==== Supplied data ====

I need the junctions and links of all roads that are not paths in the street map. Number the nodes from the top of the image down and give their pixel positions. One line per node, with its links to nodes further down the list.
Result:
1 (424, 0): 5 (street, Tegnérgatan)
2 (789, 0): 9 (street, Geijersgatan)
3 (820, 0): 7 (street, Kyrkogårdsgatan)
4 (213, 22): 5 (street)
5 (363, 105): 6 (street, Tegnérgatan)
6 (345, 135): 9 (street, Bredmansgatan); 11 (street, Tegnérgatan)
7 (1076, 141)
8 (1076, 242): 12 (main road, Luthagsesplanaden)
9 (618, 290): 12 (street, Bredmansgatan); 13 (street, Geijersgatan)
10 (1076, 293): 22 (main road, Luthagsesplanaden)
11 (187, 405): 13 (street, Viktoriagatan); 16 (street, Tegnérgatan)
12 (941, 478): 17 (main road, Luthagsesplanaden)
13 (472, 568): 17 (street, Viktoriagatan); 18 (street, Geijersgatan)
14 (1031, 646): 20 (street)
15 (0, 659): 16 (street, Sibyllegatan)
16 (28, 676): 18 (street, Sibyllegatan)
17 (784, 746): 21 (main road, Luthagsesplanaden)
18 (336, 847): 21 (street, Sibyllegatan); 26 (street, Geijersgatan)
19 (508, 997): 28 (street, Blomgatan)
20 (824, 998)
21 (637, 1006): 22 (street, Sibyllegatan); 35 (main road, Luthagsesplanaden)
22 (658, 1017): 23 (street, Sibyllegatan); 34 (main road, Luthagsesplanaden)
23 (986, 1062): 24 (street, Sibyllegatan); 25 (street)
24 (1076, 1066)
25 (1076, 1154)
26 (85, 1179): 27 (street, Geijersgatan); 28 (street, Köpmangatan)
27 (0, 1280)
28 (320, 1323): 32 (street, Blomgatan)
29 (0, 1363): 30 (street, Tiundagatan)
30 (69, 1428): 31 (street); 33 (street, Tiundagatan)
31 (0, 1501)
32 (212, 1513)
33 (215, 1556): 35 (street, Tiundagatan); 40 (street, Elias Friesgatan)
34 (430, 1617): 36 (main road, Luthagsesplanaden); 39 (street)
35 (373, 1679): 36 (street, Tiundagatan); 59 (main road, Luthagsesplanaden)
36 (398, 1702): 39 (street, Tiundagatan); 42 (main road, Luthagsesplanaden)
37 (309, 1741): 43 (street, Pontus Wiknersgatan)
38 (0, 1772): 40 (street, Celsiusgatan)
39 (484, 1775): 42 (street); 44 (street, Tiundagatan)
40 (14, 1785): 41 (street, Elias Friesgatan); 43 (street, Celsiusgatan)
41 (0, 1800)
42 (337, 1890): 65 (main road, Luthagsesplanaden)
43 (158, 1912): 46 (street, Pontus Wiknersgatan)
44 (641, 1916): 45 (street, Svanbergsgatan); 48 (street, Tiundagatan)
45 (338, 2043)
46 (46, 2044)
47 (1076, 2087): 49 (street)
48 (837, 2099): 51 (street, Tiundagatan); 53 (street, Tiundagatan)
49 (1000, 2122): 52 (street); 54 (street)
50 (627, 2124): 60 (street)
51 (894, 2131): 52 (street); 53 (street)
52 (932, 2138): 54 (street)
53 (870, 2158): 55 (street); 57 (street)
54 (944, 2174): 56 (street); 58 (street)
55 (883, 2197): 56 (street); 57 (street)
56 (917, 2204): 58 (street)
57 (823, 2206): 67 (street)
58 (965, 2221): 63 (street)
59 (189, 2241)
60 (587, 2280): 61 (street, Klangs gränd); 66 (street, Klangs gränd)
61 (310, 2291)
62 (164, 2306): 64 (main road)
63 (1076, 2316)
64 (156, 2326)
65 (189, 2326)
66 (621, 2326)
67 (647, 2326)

====

▶ _Required work_:
Every record should be given again without alteration.

▶ _Response area_:
I need the junctions and links of all roads that are not paths in the street map. Number the nodes from the top of the image down and give their pixel positions. One line per node, with its links to nodes further down the list.
Result:
1 (424, 0): 5 (street, Tegnérgatan)
2 (789, 0): 9 (street, Geijersgatan)
3 (820, 0): 7 (street, Kyrkogårdsgatan)
4 (213, 22): 5 (street)
5 (363, 105): 6 (street, Tegnérgatan)
6 (345, 135): 9 (street, Bredmansgatan); 11 (street, Tegnérgatan)
7 (1076, 141)
8 (1076, 242): 12 (main road, Luthagsesplanaden)
9 (618, 290): 12 (street, Bredmansgatan); 13 (street, Geijersgatan)
10 (1076, 293): 22 (main road, Luthagsesplanaden)
11 (187, 405): 13 (street, Viktoriagatan); 16 (street, Tegnérgatan)
12 (941, 478): 17 (main road, Luthagsesplanaden)
13 (472, 568): 17 (street, Viktoriagatan); 18 (street, Geijersgatan)
14 (1031, 646): 20 (street)
15 (0, 659): 16 (street, Sibyllegatan)
16 (28, 676): 18 (street, Sibyllegatan)
17 (784, 746): 21 (main road, Luthagsesplanaden)
18 (336, 847): 21 (street, Sibyllegatan); 26 (street, Geijersgatan)
19 (508, 997): 28 (street, Blomgatan)
20 (824, 998)
21 (637, 1006): 22 (street, Sibyllegatan); 35 (main road, Luthagsesplanaden)
22 (658, 1017): 23 (street, Sibyllegatan); 34 (main road, Luthagsesplanaden)
23 (986, 1062): 24 (street, Sibyllegatan); 25 (street)
24 (1076, 1066)
25 (1076, 1154)
26 (85, 1179): 27 (street, Geijersgatan); 28 (street, Köpmangatan)
27 (0, 1280)
28 (320, 1323): 32 (street, Blomgatan)
29 (0, 1363): 30 (street, Tiundagatan)
30 (69, 1428): 31 (street); 33 (street, Tiundagatan)
31 (0, 1501)
32 (212, 1513)
33 (215, 1556): 35 (street, Tiundagatan); 40 (street, Elias Friesgatan)
34 (430, 1617): 36 (main road, Luthagsesplanaden); 39 (street)
35 (373, 1679): 36 (street, Tiundagatan); 59 (main road, Luthagsesplanaden)
36 (398, 1702): 39 (street, Tiundagatan); 42 (main road, Luthagsesplanaden)
37 (309, 1741): 43 (street, Pontus Wiknersgatan)
38 (0, 1772): 40 (street, Celsiusgatan)
39 (484, 1775): 42 (street); 44 (street, Tiundagatan)
40 (14, 1785): 41 (street, Elias Friesgatan); 43 (street, Celsiusgatan)
41 (0, 1800)
42 (337, 1890): 65 (main road, Luthagsesplanaden)
43 (158, 1912): 46 (street, Pontus Wiknersgatan)
44 (641, 1916): 45 (street, Svanbergsgatan); 48 (street, Tiundagatan)
45 (338, 2043)
46 (46, 2044)
47 (1076, 2087): 49 (street)
48 (837, 2099): 51 (street, Tiundagatan); 53 (street, Tiundagatan)
49 (1000, 2122): 52 (street); 54 (street)
50 (627, 2124): 60 (street)
51 (894, 2131): 52 (street); 53 (street)
52 (932, 2138): 54 (street)
53 (870, 2158): 55 (street); 57 (street)
54 (944, 2174): 56 (street); 58 (street)
55 (883, 2197): 56 (street); 57 (street)
56 (917, 2204): 58 (street)
57 (823, 2206): 67 (street)
58 (965, 2221): 63 (street)
59 (189, 2241)
60 (587, 2280): 61 (street, Klangs gränd); 66 (street, Klangs gränd)
61 (310, 2291)
62 (164, 2306): 64 (main road)
63 (1076, 2316)
64 (156, 2326)
65 (189, 2326)
66 (621, 2326)
67 (647, 2326)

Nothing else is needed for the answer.